* **TASK DESCRIPTION**:
In the records that follow, show each line where the word "Park" is present.

Collected data entries:
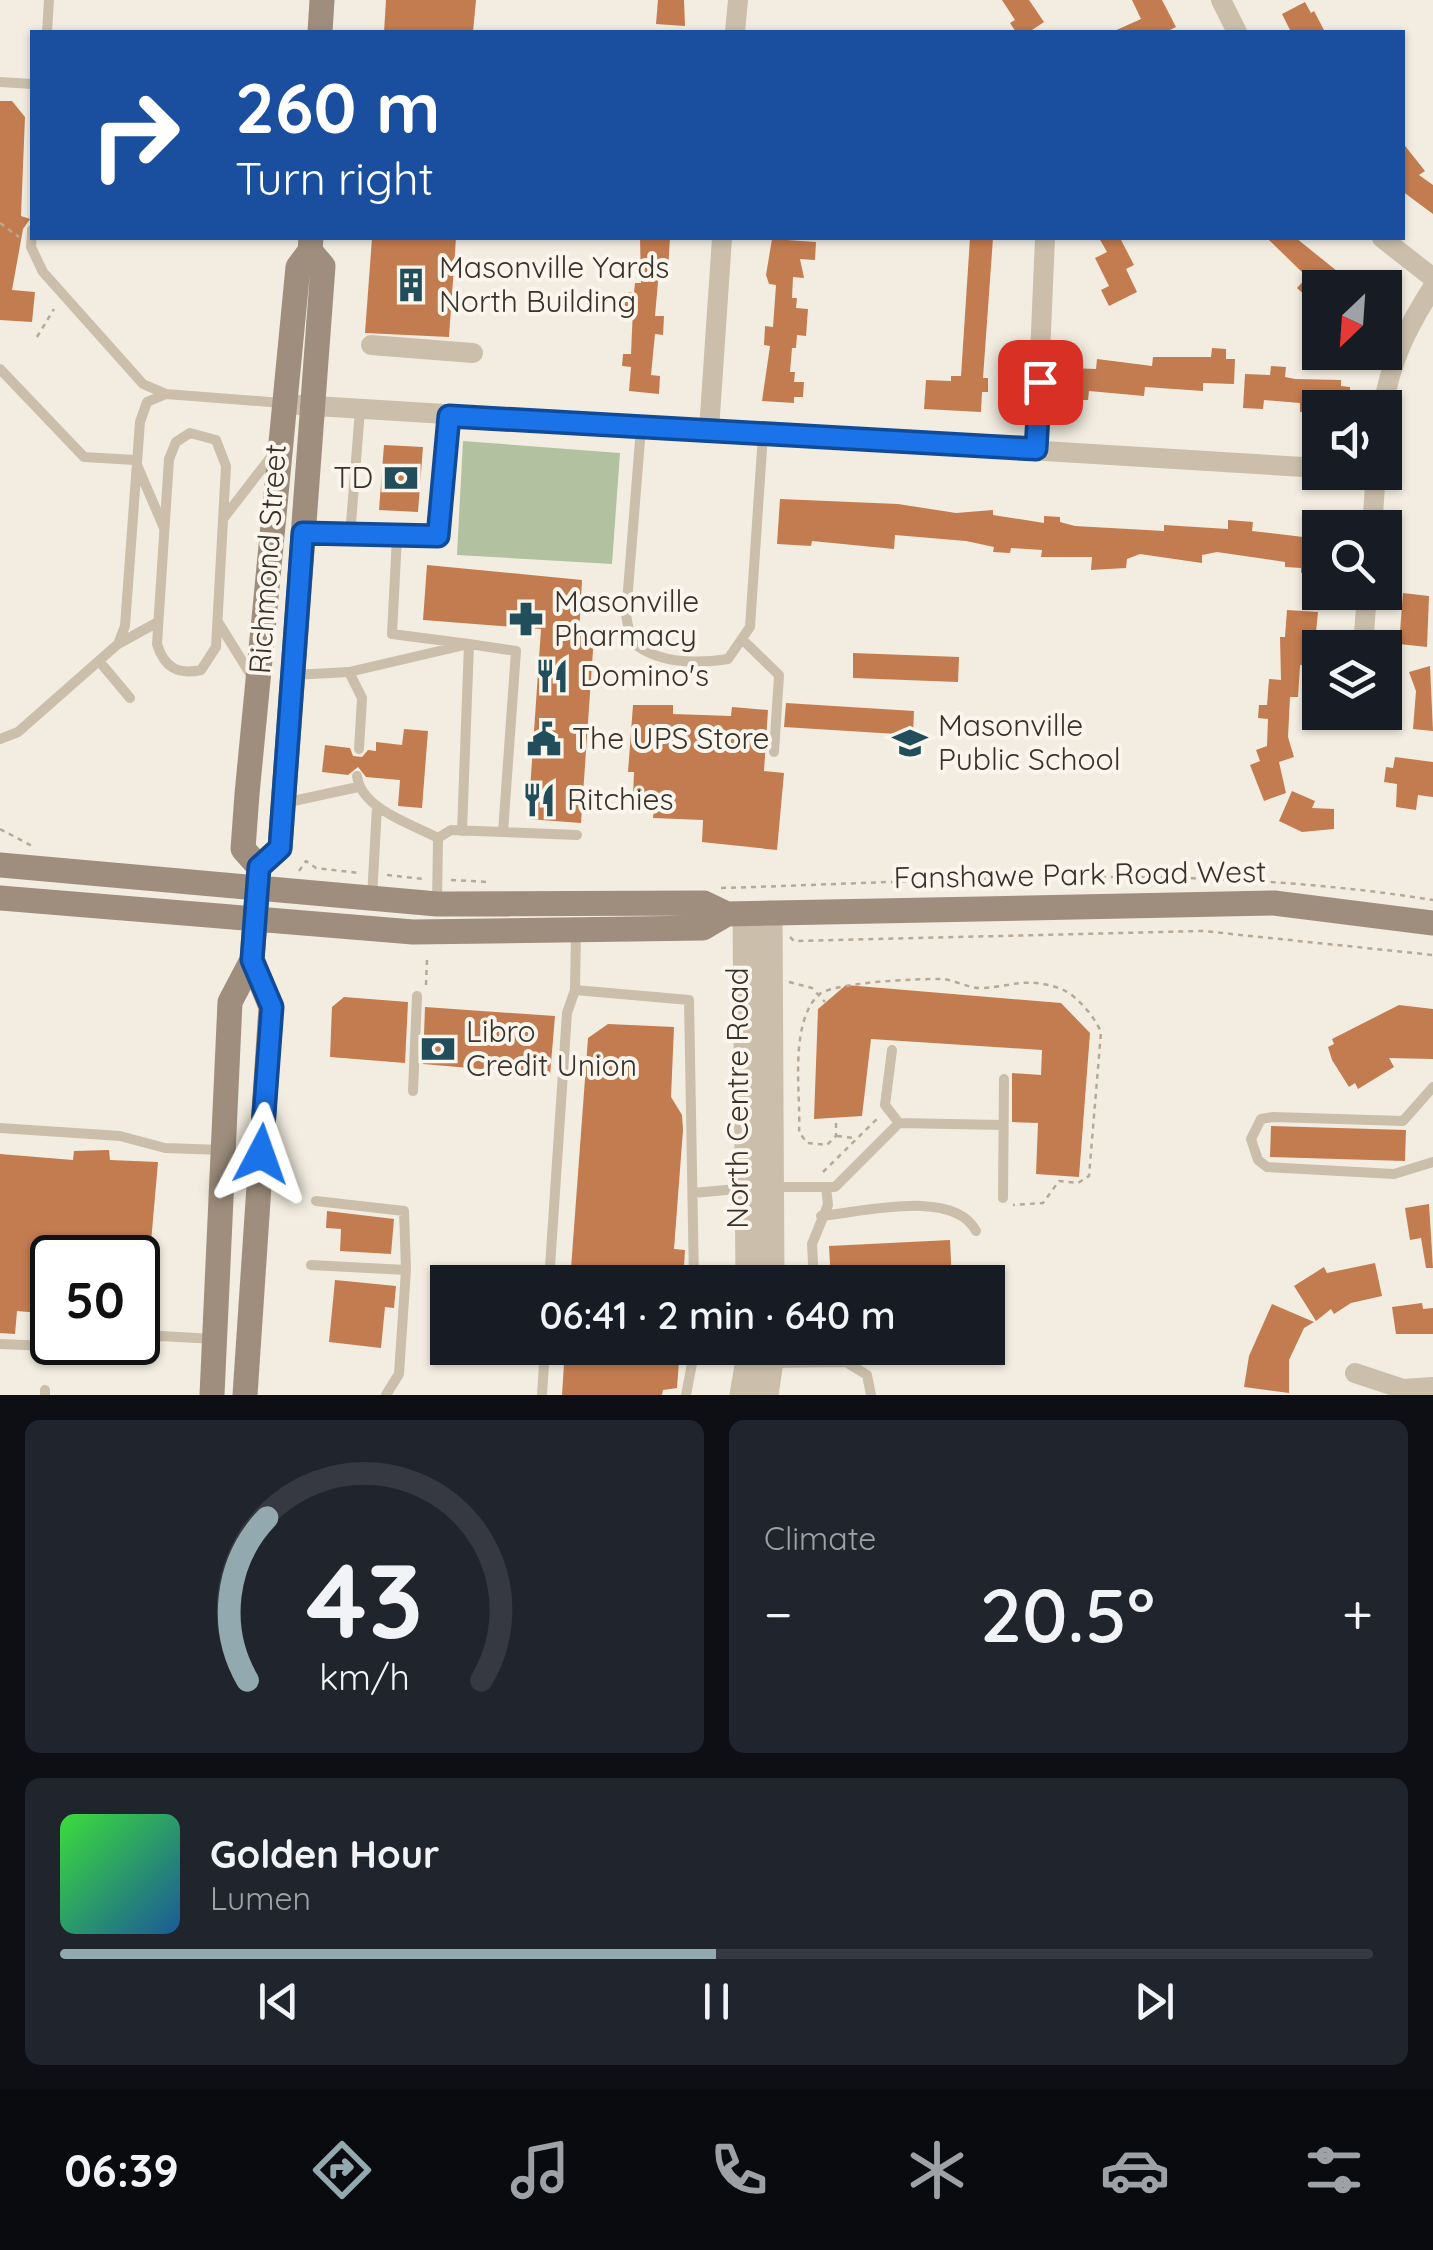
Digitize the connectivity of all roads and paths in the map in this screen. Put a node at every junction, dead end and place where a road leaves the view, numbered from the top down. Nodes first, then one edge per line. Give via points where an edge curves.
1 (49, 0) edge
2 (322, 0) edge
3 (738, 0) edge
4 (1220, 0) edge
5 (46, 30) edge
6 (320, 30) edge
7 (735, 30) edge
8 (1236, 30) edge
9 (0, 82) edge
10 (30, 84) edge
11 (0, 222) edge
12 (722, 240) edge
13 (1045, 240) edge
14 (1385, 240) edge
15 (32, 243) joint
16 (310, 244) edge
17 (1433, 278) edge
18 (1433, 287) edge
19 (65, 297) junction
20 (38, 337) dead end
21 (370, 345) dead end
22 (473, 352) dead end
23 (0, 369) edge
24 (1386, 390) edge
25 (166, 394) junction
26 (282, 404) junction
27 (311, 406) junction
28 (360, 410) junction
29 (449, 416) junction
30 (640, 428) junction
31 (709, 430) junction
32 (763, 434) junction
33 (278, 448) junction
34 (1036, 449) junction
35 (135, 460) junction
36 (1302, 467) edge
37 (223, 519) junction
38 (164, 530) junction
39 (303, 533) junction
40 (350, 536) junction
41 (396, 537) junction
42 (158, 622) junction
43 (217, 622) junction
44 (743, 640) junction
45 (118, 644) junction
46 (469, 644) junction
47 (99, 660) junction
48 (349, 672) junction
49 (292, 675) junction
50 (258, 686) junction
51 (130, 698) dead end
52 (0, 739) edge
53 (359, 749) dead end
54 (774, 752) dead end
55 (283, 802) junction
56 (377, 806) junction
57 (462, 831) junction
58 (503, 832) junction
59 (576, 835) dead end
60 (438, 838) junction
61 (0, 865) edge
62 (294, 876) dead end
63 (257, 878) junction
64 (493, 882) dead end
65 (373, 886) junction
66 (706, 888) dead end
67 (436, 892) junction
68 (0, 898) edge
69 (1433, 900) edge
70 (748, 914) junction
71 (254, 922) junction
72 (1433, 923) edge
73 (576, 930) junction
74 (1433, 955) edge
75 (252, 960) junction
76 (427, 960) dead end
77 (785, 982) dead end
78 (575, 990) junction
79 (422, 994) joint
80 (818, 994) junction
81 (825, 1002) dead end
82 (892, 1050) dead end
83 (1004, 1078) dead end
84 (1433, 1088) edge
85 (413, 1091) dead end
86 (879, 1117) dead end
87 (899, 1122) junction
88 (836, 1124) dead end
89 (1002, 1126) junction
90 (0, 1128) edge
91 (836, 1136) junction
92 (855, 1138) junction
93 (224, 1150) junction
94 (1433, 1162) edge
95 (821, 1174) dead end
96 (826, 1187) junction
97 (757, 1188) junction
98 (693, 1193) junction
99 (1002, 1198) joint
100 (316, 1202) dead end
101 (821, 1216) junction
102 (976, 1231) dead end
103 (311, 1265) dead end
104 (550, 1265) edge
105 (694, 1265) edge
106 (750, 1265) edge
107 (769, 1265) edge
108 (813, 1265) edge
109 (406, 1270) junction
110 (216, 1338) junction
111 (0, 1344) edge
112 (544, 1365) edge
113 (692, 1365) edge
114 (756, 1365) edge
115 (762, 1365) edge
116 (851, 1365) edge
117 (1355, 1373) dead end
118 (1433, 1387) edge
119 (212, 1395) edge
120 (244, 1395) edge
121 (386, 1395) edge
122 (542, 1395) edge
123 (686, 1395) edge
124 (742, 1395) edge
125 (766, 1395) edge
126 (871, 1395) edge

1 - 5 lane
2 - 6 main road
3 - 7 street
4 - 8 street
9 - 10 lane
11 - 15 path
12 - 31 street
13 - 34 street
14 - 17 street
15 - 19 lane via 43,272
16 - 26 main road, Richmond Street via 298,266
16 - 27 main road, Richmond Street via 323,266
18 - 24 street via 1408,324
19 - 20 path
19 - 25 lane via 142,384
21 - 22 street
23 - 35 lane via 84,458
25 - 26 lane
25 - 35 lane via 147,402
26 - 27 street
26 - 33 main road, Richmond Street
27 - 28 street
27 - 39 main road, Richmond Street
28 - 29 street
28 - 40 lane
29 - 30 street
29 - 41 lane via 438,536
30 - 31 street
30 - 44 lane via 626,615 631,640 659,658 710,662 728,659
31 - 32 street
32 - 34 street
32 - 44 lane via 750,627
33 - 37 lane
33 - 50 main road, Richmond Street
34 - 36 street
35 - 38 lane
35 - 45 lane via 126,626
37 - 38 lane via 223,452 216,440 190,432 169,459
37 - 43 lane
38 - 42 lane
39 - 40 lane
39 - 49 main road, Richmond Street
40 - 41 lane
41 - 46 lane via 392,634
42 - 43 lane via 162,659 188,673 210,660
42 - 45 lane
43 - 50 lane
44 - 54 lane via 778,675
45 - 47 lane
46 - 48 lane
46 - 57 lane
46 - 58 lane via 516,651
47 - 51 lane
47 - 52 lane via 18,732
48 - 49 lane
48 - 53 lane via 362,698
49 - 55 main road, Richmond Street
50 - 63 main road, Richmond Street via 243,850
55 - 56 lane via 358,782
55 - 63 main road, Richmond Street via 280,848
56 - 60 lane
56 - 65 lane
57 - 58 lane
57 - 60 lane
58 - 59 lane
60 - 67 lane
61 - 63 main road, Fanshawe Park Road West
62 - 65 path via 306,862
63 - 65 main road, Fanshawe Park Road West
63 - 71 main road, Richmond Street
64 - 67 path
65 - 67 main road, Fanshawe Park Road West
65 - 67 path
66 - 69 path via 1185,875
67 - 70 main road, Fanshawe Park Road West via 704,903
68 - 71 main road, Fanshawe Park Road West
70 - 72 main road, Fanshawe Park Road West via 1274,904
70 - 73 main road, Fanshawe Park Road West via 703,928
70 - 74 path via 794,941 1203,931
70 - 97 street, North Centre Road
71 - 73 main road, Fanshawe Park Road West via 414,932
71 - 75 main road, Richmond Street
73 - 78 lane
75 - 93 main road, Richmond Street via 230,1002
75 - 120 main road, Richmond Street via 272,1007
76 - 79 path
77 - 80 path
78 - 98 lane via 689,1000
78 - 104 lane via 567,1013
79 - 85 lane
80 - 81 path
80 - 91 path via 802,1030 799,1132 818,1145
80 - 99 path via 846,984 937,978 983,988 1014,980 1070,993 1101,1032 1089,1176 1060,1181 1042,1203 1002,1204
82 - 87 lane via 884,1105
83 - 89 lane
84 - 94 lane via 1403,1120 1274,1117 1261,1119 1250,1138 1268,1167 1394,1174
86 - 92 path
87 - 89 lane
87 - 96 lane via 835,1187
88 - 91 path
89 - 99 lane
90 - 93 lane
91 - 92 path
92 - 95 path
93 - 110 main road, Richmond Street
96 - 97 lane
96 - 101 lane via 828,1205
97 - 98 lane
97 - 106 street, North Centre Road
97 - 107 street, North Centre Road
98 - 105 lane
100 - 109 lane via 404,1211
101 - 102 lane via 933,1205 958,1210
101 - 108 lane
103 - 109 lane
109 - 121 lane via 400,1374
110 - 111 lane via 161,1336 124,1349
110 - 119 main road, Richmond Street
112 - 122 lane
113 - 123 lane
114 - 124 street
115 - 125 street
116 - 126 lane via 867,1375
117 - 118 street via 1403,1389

* **EXERCISE RESPONSE**:
61 - 63 main road, Fanshawe Park Road West
63 - 65 main road, Fanshawe Park Road West
65 - 67 main road, Fanshawe Park Road West
67 - 70 main road, Fanshawe Park Road West via 704,903
68 - 71 main road, Fanshawe Park Road West
70 - 72 main road, Fanshawe Park Road West via 1274,904
70 - 73 main road, Fanshawe Park Road West via 703,928
71 - 73 main road, Fanshawe Park Road West via 414,932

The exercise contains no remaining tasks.